(Data records)
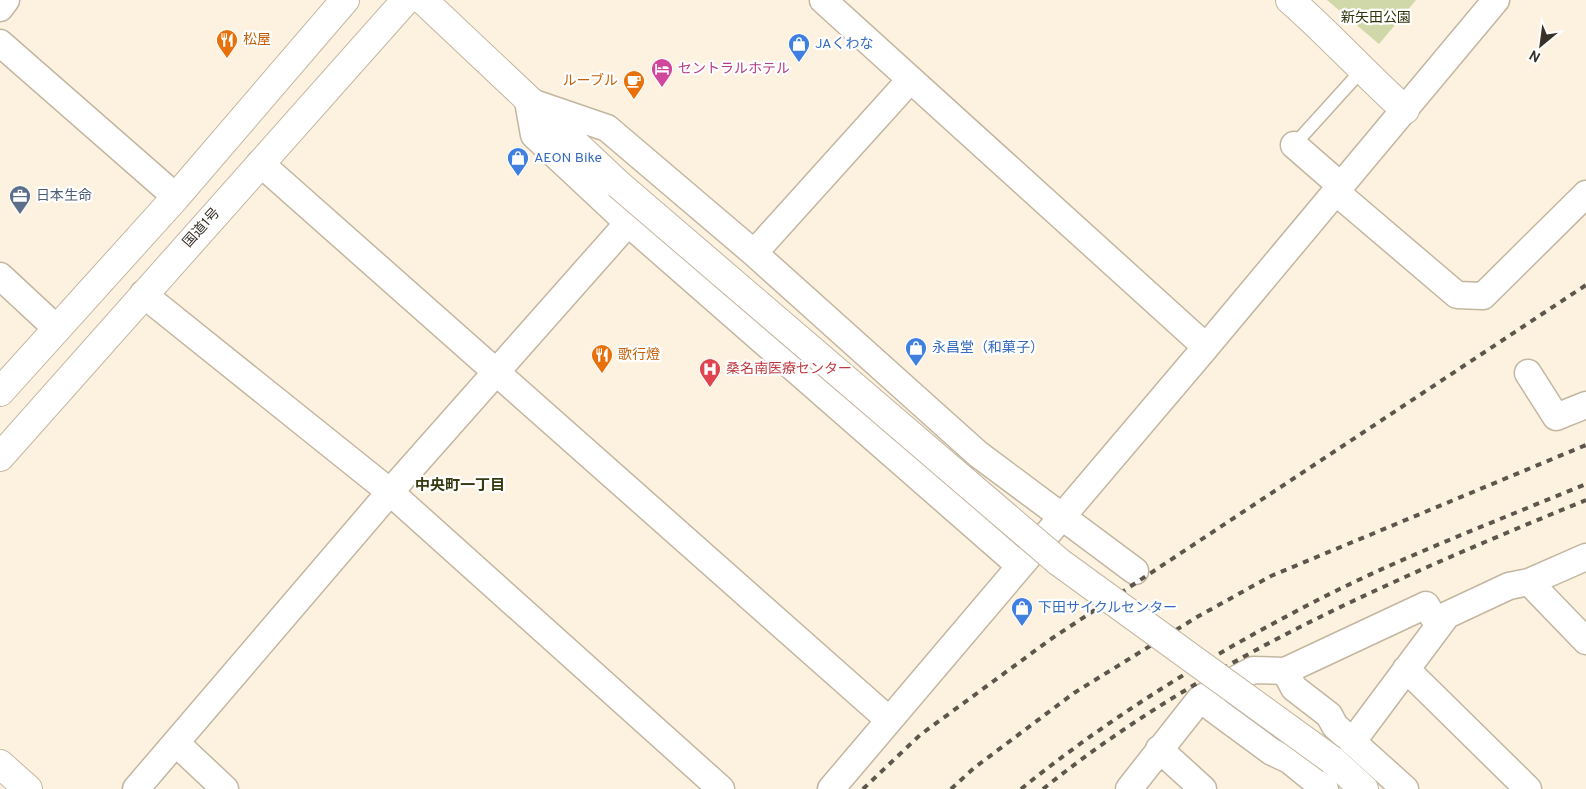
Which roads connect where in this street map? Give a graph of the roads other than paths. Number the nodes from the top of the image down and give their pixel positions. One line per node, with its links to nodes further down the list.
1 (6, 0): 8 (street)
2 (345, 0): 18 (main road)
3 (406, 0): 15 (main road, 国道1号)
4 (423, 0): 12 (main road)
5 (823, 0): 11 (street)
6 (1290, 0): 10 (main road)
7 (1496, 0): 13 (street)
8 (0, 8)
9 (0, 43): 18 (street)
10 (1361, 71): 13 (main road); 14 (lane)
11 (910, 80): 20 (street); 24 (street)
12 (528, 101): 19 (street); 20 (street); 54 (main road, bridge)
13 (1405, 110): 16 (street)
14 (1294, 145): 16 (street)
15 (260, 163): 22 (main road, 国道1号); 25 (street)
16 (1338, 189): 17 (street); 24 (street)
17 (1586, 194)
18 (176, 197): 23 (main road)
19 (628, 222): 25 (street); 33 (street)
20 (754, 252): 31 (street)
21 (0, 276): 23 (street)
22 (143, 294): 29 (main road, 国道1号); 30 (street)
23 (56, 328): 27 (main road)
24 (1206, 347): 31 (street)
25 (495, 372): 30 (street); 41 (street)
26 (1528, 373): 28 (street)
27 (0, 392)
28 (1586, 405)
29 (0, 458)
30 (390, 492): 43 (street); 49 (street)
31 (1062, 518): 33 (street); 34 (street)
32 (1586, 557): 35 (street)
33 (1020, 566): 41 (street)
34 (1135, 571)
35 (1529, 582): 36 (street); 37 (street)
36 (1438, 625): 38 (street); 39 (street)
37 (1586, 641)
38 (1406, 669): 42 (street); 56 (street)
39 (1285, 671): 40 (street); 42 (street)
40 (1200, 699): 44 (street); 53 (street)
41 (889, 720): 50 (street)
42 (1354, 741): 55 (street)
43 (176, 743): 47 (street); 48 (street)
44 (1159, 749): 51 (street); 52 (street)
45 (0, 764): 46 (main road)
46 (28, 789)
47 (136, 789)
48 (226, 789)
49 (721, 789)
50 (831, 789)
51 (1129, 789)
52 (1203, 789)
53 (1325, 789)
54 (1364, 789)
55 (1405, 789)
56 (1528, 789)

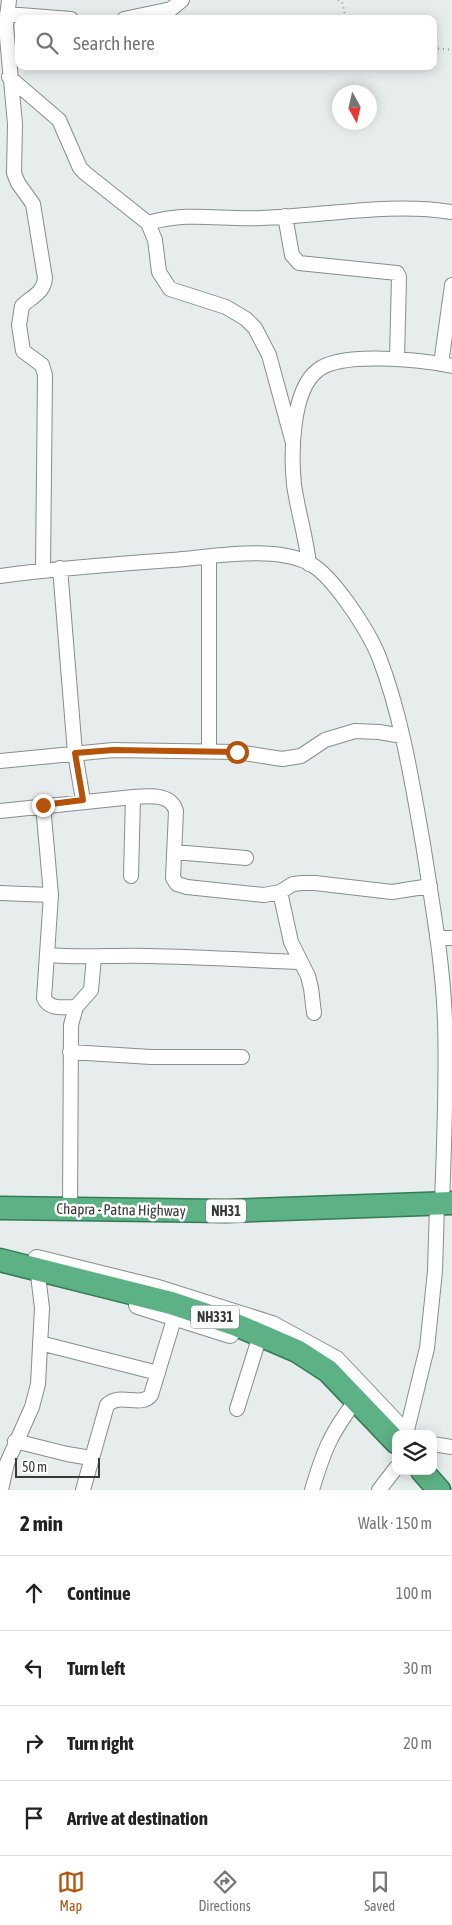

## PROBLEM TO SOLVE:
The records above need retyping in full. Omit the pictures, and change nothing else.

## SOLUTION TO THE PROBLEM:
Which roads connect where in this street map? Give a graph of the roads other than paths. Number the nodes from the top of the image down and give their pixel positions. One line per node, with its links to nodes further down the list.
1 (6, 0): 8 (street)
2 (345, 0): 18 (main road)
3 (406, 0): 15 (main road, 国道1号)
4 (423, 0): 12 (main road)
5 (823, 0): 11 (street)
6 (1290, 0): 10 (main road)
7 (1496, 0): 13 (street)
8 (0, 8)
9 (0, 43): 18 (street)
10 (1361, 71): 13 (main road); 14 (lane)
11 (910, 80): 20 (street); 24 (street)
12 (528, 101): 19 (street); 20 (street); 54 (main road, bridge)
13 (1405, 110): 16 (street)
14 (1294, 145): 16 (street)
15 (260, 163): 22 (main road, 国道1号); 25 (street)
16 (1338, 189): 17 (street); 24 (street)
17 (1586, 194)
18 (176, 197): 23 (main road)
19 (628, 222): 25 (street); 33 (street)
20 (754, 252): 31 (street)
21 (0, 276): 23 (street)
22 (143, 294): 29 (main road, 国道1号); 30 (street)
23 (56, 328): 27 (main road)
24 (1206, 347): 31 (street)
25 (495, 372): 30 (street); 41 (street)
26 (1528, 373): 28 (street)
27 (0, 392)
28 (1586, 405)
29 (0, 458)
30 (390, 492): 43 (street); 49 (street)
31 (1062, 518): 33 (street); 34 (street)
32 (1586, 557): 35 (street)
33 (1020, 566): 41 (street)
34 (1135, 571)
35 (1529, 582): 36 (street); 37 (street)
36 (1438, 625): 38 (street); 39 (street)
37 (1586, 641)
38 (1406, 669): 42 (street); 56 (street)
39 (1285, 671): 40 (street); 42 (street)
40 (1200, 699): 44 (street); 53 (street)
41 (889, 720): 50 (street)
42 (1354, 741): 55 (street)
43 (176, 743): 47 (street); 48 (street)
44 (1159, 749): 51 (street); 52 (street)
45 (0, 764): 46 (main road)
46 (28, 789)
47 (136, 789)
48 (226, 789)
49 (721, 789)
50 (831, 789)
51 (1129, 789)
52 (1203, 789)
53 (1325, 789)
54 (1364, 789)
55 (1405, 789)
56 (1528, 789)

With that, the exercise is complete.